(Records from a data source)
BEGIN

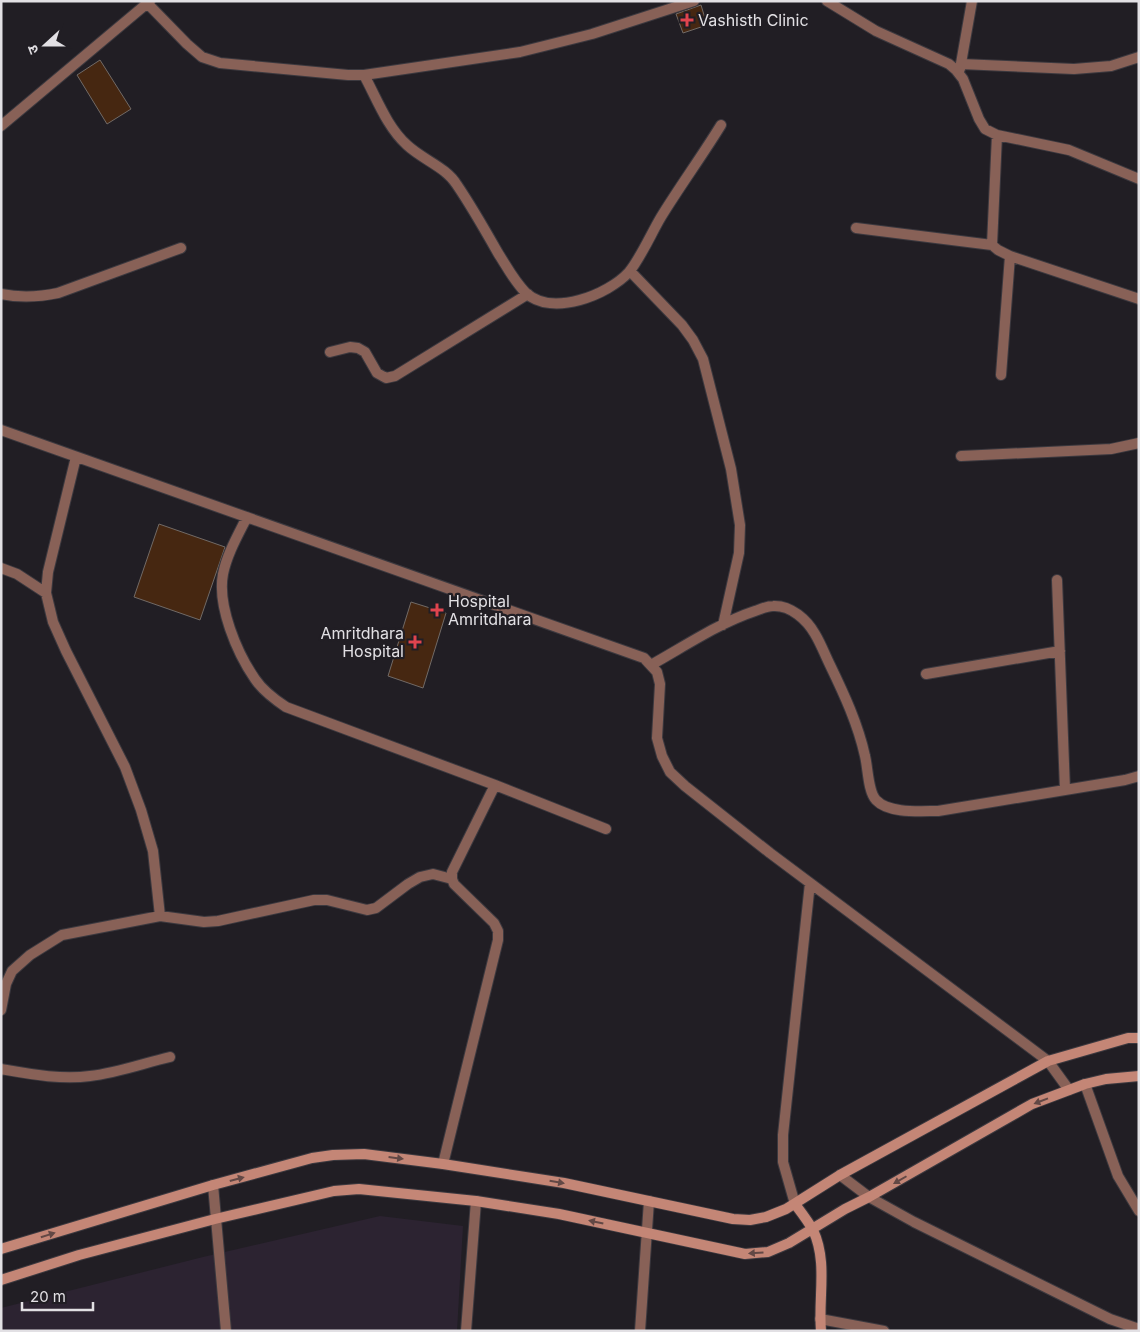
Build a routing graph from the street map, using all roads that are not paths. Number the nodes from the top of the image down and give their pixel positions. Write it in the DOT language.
graph roads {
  1 [pos="694,1"];
  2 [pos="826,1"];
  3 [pos="972,1"];
  4 [pos="149,3"];
  5 [pos="1139,57"];
  6 [pos="960,69"];
  7 [pos="364,75"];
  8 [pos="721,125"];
  9 [pos="1,126"];
  10 [pos="997,135"];
  11 [pos="1139,179"];
  12 [pos="856,228"];
  13 [pos="992,245"];
  14 [pos="182,248"];
  15 [pos="1010,256"];
  16 [pos="630,271"];
  17 [pos="1,294"];
  18 [pos="528,294"];
  19 [pos="1139,299"];
  20 [pos="330,352"];
  21 [pos="1001,375"];
  22 [pos="1,430"];
  23 [pos="1139,443"];
  24 [pos="961,456"];
  25 [pos="76,457"];
  26 [pos="247,517"];
  27 [pos="1,568"];
  28 [pos="1057,580"];
  29 [pos="46,593"];
  30 [pos="723,625"];
  31 [pos="1060,651"];
  32 [pos="651,665"];
  33 [pos="926,674"];
  34 [pos="1139,776"];
  35 [pos="496,785"];
  36 [pos="1065,790"];
  37 [pos="606,829"];
  38 [pos="452,879"];
  39 [pos="810,882"];
  40 [pos="160,916"];
  41 [pos="1,1010"];
  42 [pos="1139,1038"];
  43 [pos="170,1057"];
  44 [pos="1048,1061"];
  45 [pos="1,1069"];
  46 [pos="1139,1076"];
  47 [pos="1085,1084"];
  48 [pos="1069,1090"];
  49 [pos="443,1164"];
  50 [pos="840,1175"];
  51 [pos="213,1185"];
  52 [pos="869,1197"];
  53 [pos="476,1201"];
  54 [pos="649,1201"];
  55 [pos="795,1204"];
  56 [pos="1139,1211"];
  57 [pos="215,1219"];
  58 [pos="812,1229"];
  59 [pos="647,1233"];
  60 [pos="1,1249"];
  61 [pos="1,1280"];
  62 [pos="820,1319"];
  63 [pos="1139,1329"];
  64 [pos="226,1331"];
  65 [pos="466,1331"];
  66 [pos="640,1331"];
  67 [pos="822,1331"];
  68 [pos="884,1331"];
  1 -- 7 [label="street"];
  2 -- 6 [label="street"];
  3 -- 6 [label="street"];
  4 -- 7 [label="street"];
  4 -- 9 [label="street"];
  5 -- 6 [label="street"];
  6 -- 10 [label="street"];
  7 -- 18 [label="street"];
  8 -- 16 [label="street"];
  10 -- 11 [label="street"];
  10 -- 13 [label="street"];
  12 -- 13 [label="street"];
  13 -- 15 [label="street"];
  14 -- 17 [label="street"];
  15 -- 19 [label="street"];
  15 -- 21 [label="street"];
  16 -- 18 [label="street"];
  16 -- 30 [label="street"];
  18 -- 20 [label="street"];
  22 -- 25 [label="street"];
  23 -- 24 [label="street"];
  25 -- 26 [label="street"];
  25 -- 29 [label="street"];
  26 -- 32 [label="street"];
  26 -- 35 [label="street"];
  27 -- 29 [label="street"];
  28 -- 31 [label="street"];
  29 -- 40 [label="street"];
  30 -- 32 [label="street"];
  30 -- 36 [label="street"];
  31 -- 33 [label="street"];
  31 -- 36 [label="street"];
  32 -- 39 [label="street"];
  34 -- 36 [label="street"];
  35 -- 37 [label="street"];
  35 -- 38 [label="street"];
  38 -- 40 [label="street"];
  38 -- 49 [label="street"];
  39 -- 44 [label="street"];
  39 -- 55 [label="street"];
  40 -- 41 [label="street"];
  42 -- 44 [label="street"];
  43 -- 45 [label="street"];
  44 -- 48 [label="street"];
  44 -- 50 [label="street"];
  46 -- 47 [label="street"];
  47 -- 48 [label="street"];
  47 -- 56 [label="street"];
  48 -- 52 [label="street, one-way"];
  51 -- 49 [label="street, one-way"];
  49 -- 54 [label="street, one-way"];
  50 -- 52 [label="street"];
  50 -- 55 [label="street"];
  51 -- 57 [label="street"];
  60 -- 51 [label="street, one-way"];
  52 -- 58 [label="street"];
  52 -- 63 [label="street"];
  53 -- 57 [label="street"];
  59 -- 53 [label="street, one-way"];
  53 -- 65 [label="street"];
  54 -- 55 [label="street"];
  54 -- 59 [label="street"];
  55 -- 58 [label="street"];
  57 -- 61 [label="street"];
  57 -- 64 [label="street"];
  58 -- 59 [label="street, one-way"];
  58 -- 62 [label="street"];
  59 -- 66 [label="street"];
  62 -- 67 [label="street"];
  62 -- 68 [label="street"];
}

END

▶ [Your objective]:
Lines containing the word "graph": copy every one of them from the records above.

▶ [Exercise solution]:
Build a routing graph from the street map, using all roads that are not paths. Number the nodes from the top of the image down and give their pixel positions. Write it in the DOT language.
graph roads {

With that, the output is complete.